上とかなり重複するCRTPの効果になると思いますが,タイトルのような効果も期待できます.上に書いたsome_processの二つの宣言
template<class T> void some_process(base<T> &r); template<class T> void some_process(T &r);
では,前者の方がsome_processという関数名の導入を制限した形になっています.これによって,前者ではsome_processという関数名に対する他のoverloadが可能になってきます.
template<class T> void some_process(hoge<T> &r); template<class T> void some_process(huga<T> &r);
もちろんこれらはsome_processの後者の宣言に対する特殊化でも可能ですが,後者の宣言では最も汎用な宣言を一度書いたが最後,あとはすべて特殊化で書かなければならず,結局同じことをしなければならなくなります.
このことはExpression Templateの実装においては特に重要です.というのも,演算子に対して最も汎用的な形を宣言するわけにはいかないからです.

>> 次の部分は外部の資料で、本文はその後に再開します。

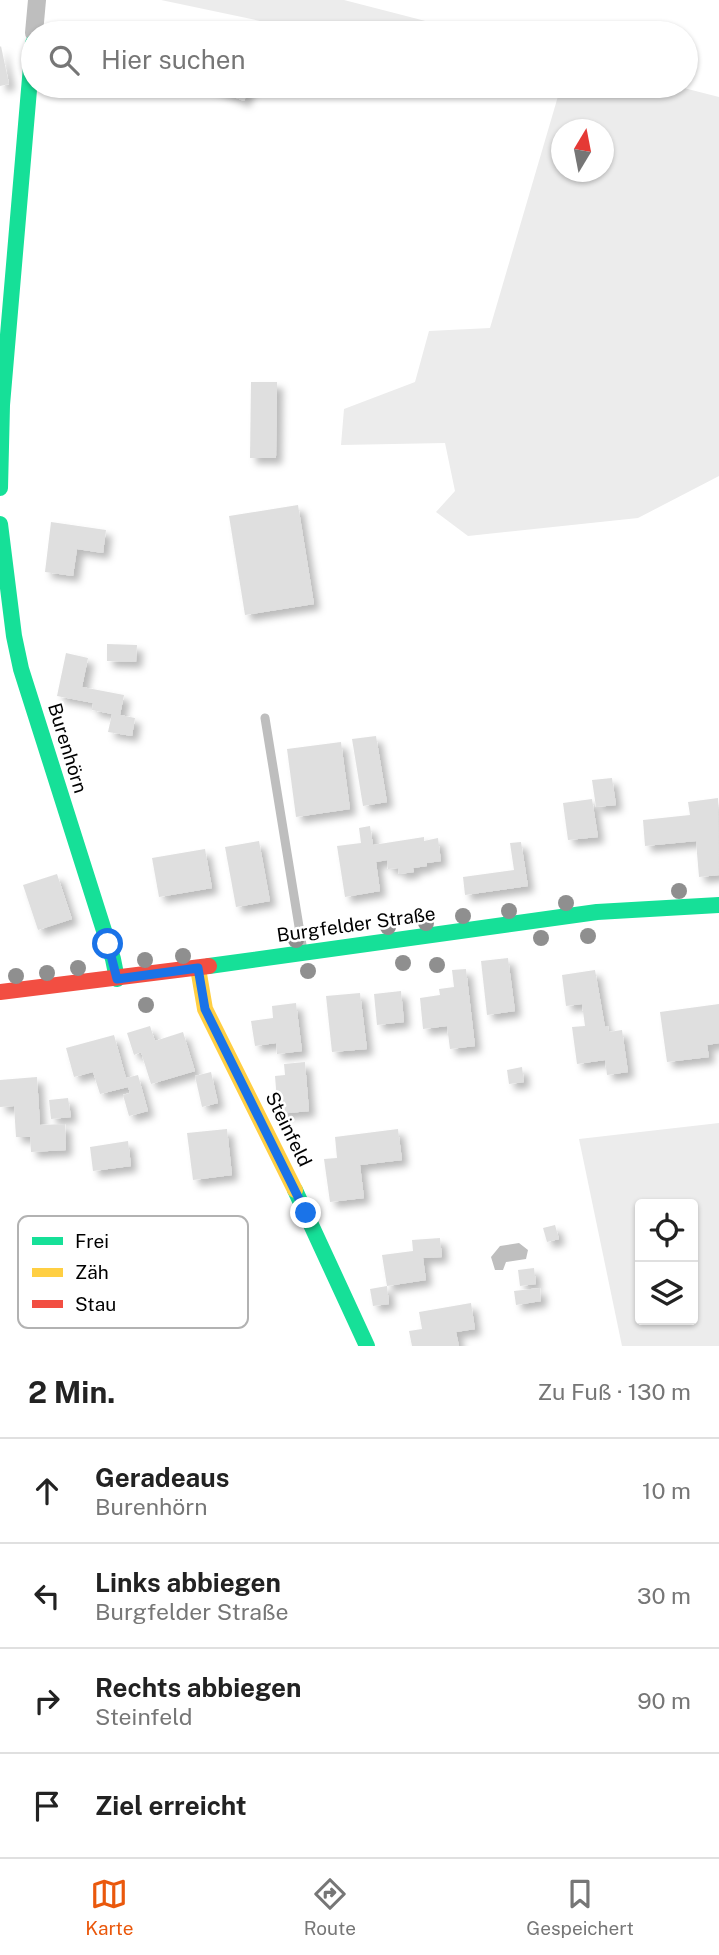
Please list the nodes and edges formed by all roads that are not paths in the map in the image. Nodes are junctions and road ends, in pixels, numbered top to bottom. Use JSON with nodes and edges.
{"nodes":[{"id":1,"x":37,"y":0,"type":"edge"},
{"id":2,"x":35,"y":21,"type":"edge"},
{"id":3,"x":28,"y":98,"type":"edge"},
{"id":4,"x":0,"y":488,"type":"edge"},
{"id":5,"x":0,"y":524,"type":"edge"},
{"id":6,"x":265,"y":718,"type":"dead end"},
{"id":7,"x":719,"y":905,"type":"edge"},
{"id":8,"x":303,"y":953,"type":"junction"},
{"id":9,"x":198,"y":968,"type":"junction"},
{"id":10,"x":117,"y":979,"type":"junction"},
{"id":11,"x":0,"y":992,"type":"edge"},
{"id":12,"x":367,"y":1346,"type":"edge"}],
"edges":[{"from":1,"to":2,"type":"street"},
{"from":3,"to":4,"type":"street"},
{"from":5,"to":10,"type":"street","name":"Burenhörn"},
{"from":6,"to":8,"type":"lane"},
{"from":7,"to":8,"type":"street","name":"Burgfelder Straße"},
{"from":8,"to":9,"type":"street","name":"Burgfelder Straße"},
{"from":9,"to":10,"type":"street","name":"Burgfelder Straße"},
{"from":9,"to":12,"type":"street","name":"Steinfeld"},
{"from":10,"to":11,"type":"street","name":"Burgfelder Straße"}]}
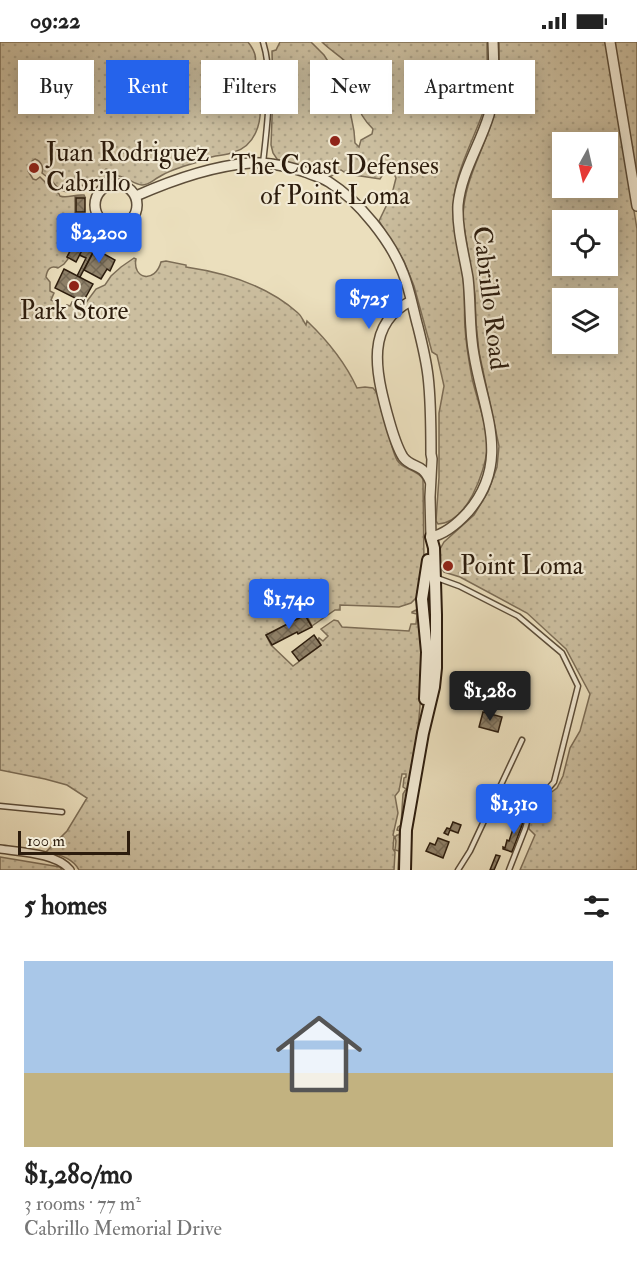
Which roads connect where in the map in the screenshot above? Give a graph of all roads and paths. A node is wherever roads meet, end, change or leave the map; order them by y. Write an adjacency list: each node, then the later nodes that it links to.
1 (263, 42): 4 (lane)
2 (494, 42): 11 (street, Cabrillo Road)
3 (610, 42): 6 (street)
4 (263, 164): 5 (street); 7 (street)
5 (136, 196): 5 (street)
6 (637, 206)
7 (411, 301): 8 (street); 9 (street)
8 (430, 454): 9 (street); 10 (street)
9 (413, 464): 10 (street)
10 (430, 481): 11 (street)
11 (431, 537): 12 (main road); 13 (main road)
12 (435, 577): 13 (main road); 21 (lane)
13 (423, 733): 19 (main road)
14 (522, 740): 20 (lane)
15 (0, 806): 16 (lane)
16 (62, 812)
17 (0, 849): 18 (street)
18 (70, 870)
19 (405, 870)
20 (458, 870)
21 (509, 870)

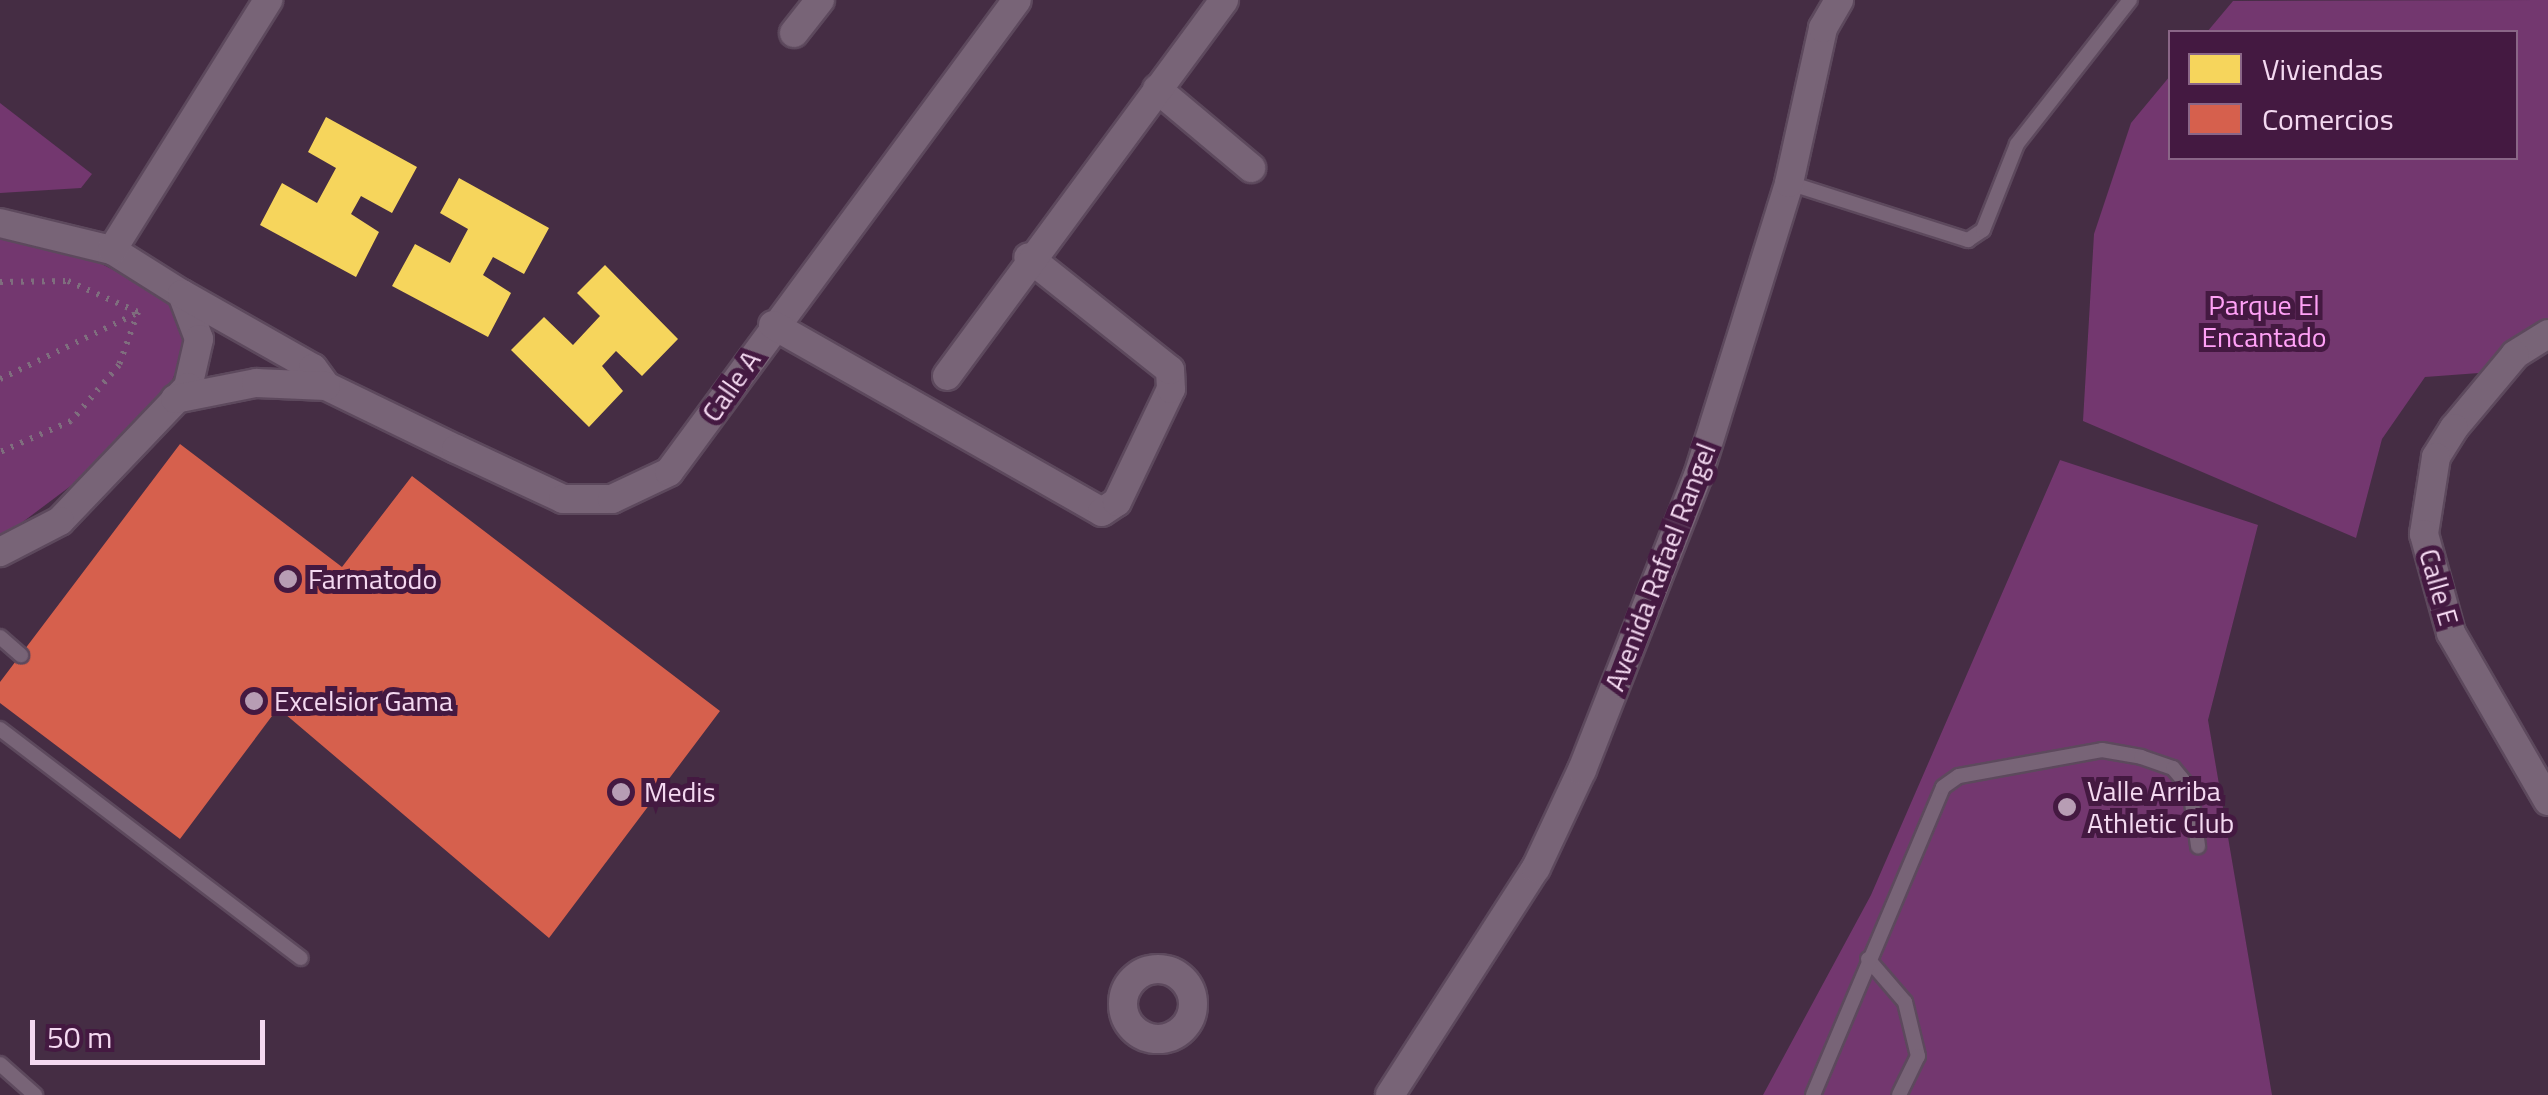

template<class LHS, class RHS> plus<LHS, RHS> operator+(LHS const &lhs, RHS const &rhs); // plusは演算子が返す式オブジェクトです
このような演算子のoverloadは他のクラスに対しても定義されるでしょうから,この宣言を特定のクラスのために書くことは許されません.(id:Cryolite:20040507#p1で「議論は後回しにします」と書いておいて結局書いてなかった問題とはこのことです.)なので,ETの実装では演算子のoverloadを制限することがほぼ必須になります.
template<class LHS, class RHS> plus<LHS, RHS> operator+(base<LHS> const &lhs, base<RHS> const &rhs);
boost::numeric::ublass, boost::lambda, boost::spiritなどExpression Templateを用いたboostのライブラリではCRTPによるこの効果を享受しています.が,実際にはこの効果もコードの再利用のためにCRTPを使った結果の副産物としての意味合いが強いかも知れません.(そもそもこの効果だけが必要ならCRTPでなくても実現可能です.)